Samstag, 3. Mai 2014

Der Hund in der Brandung

Bei Aregai *) gibt es einen Sandstrand, der in der Vor- oder Nachsaison gerne übersehen wird. Da sitze ich gerne vor oder nach einer Tour auf unserem herrlichen Rad-Fernwanderweg, der auf der Strecke der aufgelassenen Küstenbahnstrecke bald durchgehend bis Ventimiglia führen wird. Ich entgehe dort auch mit meinem Auto der neoligurischen Wegelagerei mit den Parkgebühren, wie sie am Einstieg in San Lorenzo seither praktiziert wird. Manchmal springe ich samt den durchgeschwitzten Radklamotten sogar ins Wasser und lasse sie dann mit Meerblick auf der Haut trocknen.

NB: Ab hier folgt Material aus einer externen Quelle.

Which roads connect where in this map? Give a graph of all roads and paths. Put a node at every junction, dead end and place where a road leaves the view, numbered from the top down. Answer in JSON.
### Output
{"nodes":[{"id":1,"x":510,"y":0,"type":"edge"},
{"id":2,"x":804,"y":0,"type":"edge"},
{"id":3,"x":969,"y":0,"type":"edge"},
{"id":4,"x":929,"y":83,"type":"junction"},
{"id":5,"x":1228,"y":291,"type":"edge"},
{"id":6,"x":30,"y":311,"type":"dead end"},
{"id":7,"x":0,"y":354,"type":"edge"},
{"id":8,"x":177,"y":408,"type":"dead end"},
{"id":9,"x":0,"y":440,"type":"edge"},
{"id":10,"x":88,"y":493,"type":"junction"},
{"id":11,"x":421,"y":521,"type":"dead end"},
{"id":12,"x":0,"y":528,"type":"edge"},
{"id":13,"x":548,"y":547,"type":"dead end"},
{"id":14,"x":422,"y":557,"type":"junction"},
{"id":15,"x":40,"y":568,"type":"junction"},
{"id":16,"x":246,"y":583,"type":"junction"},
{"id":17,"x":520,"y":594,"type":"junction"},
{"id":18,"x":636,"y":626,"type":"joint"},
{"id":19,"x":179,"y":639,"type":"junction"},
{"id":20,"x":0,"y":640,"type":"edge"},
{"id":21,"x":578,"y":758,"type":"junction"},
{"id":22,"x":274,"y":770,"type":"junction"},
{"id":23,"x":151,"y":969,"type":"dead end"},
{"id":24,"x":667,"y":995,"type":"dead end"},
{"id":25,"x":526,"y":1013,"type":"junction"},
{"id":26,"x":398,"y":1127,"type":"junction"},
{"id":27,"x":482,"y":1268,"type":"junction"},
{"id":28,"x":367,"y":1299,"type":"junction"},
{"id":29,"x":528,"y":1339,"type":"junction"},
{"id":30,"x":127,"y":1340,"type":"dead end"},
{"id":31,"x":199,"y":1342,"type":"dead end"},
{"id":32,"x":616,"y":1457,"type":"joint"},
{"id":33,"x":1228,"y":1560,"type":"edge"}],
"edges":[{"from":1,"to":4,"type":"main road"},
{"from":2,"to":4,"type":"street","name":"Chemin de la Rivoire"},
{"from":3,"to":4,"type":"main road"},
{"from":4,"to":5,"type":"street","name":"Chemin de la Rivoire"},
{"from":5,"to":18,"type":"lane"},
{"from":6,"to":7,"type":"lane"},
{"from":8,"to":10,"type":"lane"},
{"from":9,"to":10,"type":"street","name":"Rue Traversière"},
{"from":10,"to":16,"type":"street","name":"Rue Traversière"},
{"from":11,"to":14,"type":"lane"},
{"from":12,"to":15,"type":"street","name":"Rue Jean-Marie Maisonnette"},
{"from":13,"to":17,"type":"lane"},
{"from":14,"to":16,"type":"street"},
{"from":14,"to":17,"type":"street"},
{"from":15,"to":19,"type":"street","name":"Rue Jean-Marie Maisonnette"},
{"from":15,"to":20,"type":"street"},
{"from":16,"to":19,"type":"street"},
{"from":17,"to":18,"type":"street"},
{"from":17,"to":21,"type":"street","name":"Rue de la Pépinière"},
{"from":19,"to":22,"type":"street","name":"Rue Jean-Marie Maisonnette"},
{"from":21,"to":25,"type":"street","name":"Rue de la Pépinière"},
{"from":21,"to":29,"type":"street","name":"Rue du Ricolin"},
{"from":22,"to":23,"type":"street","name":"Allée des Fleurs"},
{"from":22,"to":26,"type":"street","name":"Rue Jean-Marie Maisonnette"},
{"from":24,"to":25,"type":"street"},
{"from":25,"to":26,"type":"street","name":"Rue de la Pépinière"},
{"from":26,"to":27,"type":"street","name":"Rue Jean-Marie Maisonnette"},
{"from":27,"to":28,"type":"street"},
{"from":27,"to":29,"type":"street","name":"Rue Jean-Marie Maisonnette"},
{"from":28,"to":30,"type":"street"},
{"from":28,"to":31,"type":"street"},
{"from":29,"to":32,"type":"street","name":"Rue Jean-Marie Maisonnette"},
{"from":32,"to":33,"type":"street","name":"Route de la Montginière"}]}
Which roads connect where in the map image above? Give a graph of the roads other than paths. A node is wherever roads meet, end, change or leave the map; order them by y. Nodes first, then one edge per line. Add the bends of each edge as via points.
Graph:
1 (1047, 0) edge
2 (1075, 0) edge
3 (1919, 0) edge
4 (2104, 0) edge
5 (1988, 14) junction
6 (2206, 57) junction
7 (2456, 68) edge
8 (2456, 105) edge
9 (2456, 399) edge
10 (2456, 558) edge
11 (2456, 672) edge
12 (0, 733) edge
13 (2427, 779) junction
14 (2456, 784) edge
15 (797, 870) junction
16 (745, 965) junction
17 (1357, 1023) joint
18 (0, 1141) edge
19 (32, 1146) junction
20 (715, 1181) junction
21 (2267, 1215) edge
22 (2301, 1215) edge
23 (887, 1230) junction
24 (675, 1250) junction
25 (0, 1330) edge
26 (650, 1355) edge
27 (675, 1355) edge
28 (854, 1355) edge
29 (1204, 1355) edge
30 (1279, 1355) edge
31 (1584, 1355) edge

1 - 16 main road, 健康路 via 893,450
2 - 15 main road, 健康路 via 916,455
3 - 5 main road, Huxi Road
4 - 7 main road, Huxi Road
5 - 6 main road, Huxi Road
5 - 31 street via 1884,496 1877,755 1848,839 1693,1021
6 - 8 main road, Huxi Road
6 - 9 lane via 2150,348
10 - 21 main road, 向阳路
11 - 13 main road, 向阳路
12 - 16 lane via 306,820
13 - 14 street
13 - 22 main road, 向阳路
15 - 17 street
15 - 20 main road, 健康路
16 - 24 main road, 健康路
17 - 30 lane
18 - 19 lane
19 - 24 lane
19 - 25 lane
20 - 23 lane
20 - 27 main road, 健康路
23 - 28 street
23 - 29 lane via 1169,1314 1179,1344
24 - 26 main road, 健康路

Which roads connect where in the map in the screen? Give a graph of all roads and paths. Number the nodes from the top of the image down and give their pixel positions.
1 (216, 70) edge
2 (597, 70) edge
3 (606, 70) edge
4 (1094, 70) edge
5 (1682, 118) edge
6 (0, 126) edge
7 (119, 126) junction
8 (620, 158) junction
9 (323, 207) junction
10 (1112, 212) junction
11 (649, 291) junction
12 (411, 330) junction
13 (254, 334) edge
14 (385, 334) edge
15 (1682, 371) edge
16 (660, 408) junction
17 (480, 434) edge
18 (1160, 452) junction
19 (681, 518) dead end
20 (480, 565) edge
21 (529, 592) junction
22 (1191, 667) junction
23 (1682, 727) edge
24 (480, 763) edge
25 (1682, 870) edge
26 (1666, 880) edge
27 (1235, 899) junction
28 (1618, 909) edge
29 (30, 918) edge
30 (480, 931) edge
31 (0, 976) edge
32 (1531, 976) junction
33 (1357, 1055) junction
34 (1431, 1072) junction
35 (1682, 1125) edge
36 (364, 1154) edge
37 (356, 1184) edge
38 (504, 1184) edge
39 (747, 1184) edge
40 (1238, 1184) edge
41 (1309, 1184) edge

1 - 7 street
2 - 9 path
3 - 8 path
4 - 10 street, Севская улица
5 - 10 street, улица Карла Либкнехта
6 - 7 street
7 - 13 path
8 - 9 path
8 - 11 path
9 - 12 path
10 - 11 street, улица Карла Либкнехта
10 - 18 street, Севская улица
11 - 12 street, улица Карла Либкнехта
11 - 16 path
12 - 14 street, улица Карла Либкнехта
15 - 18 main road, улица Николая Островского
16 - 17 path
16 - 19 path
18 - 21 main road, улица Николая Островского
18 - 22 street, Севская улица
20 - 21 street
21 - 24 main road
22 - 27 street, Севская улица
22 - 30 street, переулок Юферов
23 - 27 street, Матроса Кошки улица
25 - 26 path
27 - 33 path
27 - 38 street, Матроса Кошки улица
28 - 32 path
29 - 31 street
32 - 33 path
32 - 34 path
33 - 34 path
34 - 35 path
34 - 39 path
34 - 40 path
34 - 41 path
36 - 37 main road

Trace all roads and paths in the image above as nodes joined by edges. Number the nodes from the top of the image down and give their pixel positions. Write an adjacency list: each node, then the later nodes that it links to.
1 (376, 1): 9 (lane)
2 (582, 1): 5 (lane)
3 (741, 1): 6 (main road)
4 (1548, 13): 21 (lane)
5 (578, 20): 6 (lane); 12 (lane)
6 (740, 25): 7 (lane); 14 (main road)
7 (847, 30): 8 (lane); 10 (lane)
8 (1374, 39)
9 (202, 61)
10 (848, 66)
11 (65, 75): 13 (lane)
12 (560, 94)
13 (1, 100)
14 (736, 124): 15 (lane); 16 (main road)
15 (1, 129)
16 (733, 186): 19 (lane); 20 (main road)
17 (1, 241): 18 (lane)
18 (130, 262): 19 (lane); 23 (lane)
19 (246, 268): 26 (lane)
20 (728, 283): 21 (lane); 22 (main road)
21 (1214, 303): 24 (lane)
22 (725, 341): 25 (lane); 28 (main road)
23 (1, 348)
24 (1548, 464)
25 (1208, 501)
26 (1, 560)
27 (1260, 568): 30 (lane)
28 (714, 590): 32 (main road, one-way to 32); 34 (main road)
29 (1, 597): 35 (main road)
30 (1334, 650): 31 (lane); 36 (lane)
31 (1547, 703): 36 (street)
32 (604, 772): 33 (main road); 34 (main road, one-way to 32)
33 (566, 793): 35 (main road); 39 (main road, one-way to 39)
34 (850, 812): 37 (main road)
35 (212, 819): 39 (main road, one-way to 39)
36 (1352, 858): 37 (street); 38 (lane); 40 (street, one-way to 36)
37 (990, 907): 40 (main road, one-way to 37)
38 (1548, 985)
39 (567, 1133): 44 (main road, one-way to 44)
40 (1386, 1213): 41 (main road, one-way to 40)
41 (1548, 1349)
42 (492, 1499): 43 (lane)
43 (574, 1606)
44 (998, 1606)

Im vorletzten Herbst, in dem die Wellen meist so hoch und wild waren, dass ich mit dem Boot nicht auslaufen konnte, hatte ich dort ein Erlebnis, das mir gerade heute in den Sinn gekommen ist:

Ein bildschöner Pastore Tedesco,  kein Deutscher Pastor, sondern ein hier gezüchteter Deutscher Schäferhund, wurde nicht müde, den von seinem Herrchen in die wuchtige Brandung geworfenen Ball mit Geschick einzufangen und wieder an Land zu bringen. Es schien ihm überhaupt nichts auszumachen: Weder, dass er ein ums andere Mal in den Schleudergang der Brandung geriet, noch, dass seine Augen und Nüstern total vom Salz verklebt gewesen sein mussten...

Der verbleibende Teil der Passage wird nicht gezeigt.